The Air Travel Insolvency Protection Advisory Committee (ATIPAC) welcomed the first phase of the ATOL reforms, but said there was much more to do to create "clear and comprehensive" financial protection for holidaymakers.
In its annual report, published today, the Committee supports the introduction of Flight Plus sales into ATOL, and the forthcoming production of ATOL certificates for anyone buying ATOL-protected holidays.
"ATPIAC believe the certificate will give an enormous boost to awareness of ATOL, which is long overdue," it said.
The ATIPAC was established by the Secretary of State for Transport in 2000 to keep under review and provide advice to the CAA, the Trustees of the Air Travel Trust and the Secretary of State for Transport on the financial protection arrangements for air travellers and ATOL customers.
Committee members include representatives of all the main travel trade bodies and independent and consumer representatives, as well as the CAA.

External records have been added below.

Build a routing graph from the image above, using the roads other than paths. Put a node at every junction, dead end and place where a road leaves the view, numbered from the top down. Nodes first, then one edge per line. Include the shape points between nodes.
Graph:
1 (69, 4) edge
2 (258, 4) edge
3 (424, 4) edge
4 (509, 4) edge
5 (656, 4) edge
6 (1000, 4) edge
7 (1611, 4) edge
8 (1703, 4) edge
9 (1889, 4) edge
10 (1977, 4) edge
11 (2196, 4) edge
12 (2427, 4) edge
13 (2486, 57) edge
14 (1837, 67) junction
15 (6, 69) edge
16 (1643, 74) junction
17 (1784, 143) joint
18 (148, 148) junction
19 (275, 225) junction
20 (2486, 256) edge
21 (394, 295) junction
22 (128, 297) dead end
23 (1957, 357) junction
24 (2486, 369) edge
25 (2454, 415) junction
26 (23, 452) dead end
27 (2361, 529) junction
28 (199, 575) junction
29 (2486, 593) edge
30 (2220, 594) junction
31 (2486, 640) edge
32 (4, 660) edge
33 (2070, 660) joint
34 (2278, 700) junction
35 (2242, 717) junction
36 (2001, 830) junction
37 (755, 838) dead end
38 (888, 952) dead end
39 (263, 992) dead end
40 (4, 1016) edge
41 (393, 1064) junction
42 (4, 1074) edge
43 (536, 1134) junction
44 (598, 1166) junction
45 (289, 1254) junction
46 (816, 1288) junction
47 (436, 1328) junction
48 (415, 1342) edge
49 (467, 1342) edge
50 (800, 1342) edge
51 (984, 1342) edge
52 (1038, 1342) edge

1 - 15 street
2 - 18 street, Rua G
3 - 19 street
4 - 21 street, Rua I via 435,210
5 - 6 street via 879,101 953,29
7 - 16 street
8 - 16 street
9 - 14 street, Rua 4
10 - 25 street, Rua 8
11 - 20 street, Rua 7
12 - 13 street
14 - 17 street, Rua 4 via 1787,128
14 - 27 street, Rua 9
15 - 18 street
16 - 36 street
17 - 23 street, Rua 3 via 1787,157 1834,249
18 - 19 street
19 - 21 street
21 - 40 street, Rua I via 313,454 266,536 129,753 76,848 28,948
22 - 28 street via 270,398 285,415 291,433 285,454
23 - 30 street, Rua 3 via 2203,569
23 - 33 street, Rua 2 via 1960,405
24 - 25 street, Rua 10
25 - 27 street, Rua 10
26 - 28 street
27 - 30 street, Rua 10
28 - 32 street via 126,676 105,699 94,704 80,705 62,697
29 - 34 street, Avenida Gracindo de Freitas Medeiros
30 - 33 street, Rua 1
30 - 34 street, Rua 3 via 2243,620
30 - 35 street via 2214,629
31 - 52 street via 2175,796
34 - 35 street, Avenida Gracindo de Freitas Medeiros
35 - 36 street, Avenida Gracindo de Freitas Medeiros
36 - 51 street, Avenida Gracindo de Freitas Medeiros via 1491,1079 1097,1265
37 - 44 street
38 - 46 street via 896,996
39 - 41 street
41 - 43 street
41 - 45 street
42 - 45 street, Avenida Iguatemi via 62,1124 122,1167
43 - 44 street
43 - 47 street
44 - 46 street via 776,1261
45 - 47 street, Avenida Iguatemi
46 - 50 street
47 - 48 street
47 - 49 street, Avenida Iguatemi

Chairman John Cox said: "ATOL reform is very welcome. But it is a belated recognition that the travel industry has changed beyond recognition in the past twenty years. ATIPAC is clear that there is much, much more to do to create clear and comprehensive financial protection for holidaymakers."
The report went on to say that the outlook for the travel industry during the current financial year remains one of instability created by a number of factors: the volatility of sterling exchange rates, the continuing problems within the eurozone and the effect on bookings caused by the London 2012 Olympics and Paralympics Games.
Moreover, reports of airlines reducing capacity during the summer period could have a detrimental effect on the holiday industry, it said
Increases in air passenger duty and the cost of fuel will add to their woes. "The Committee concludes that none of this bodes well for any short term recovery of the travel industry," said the report.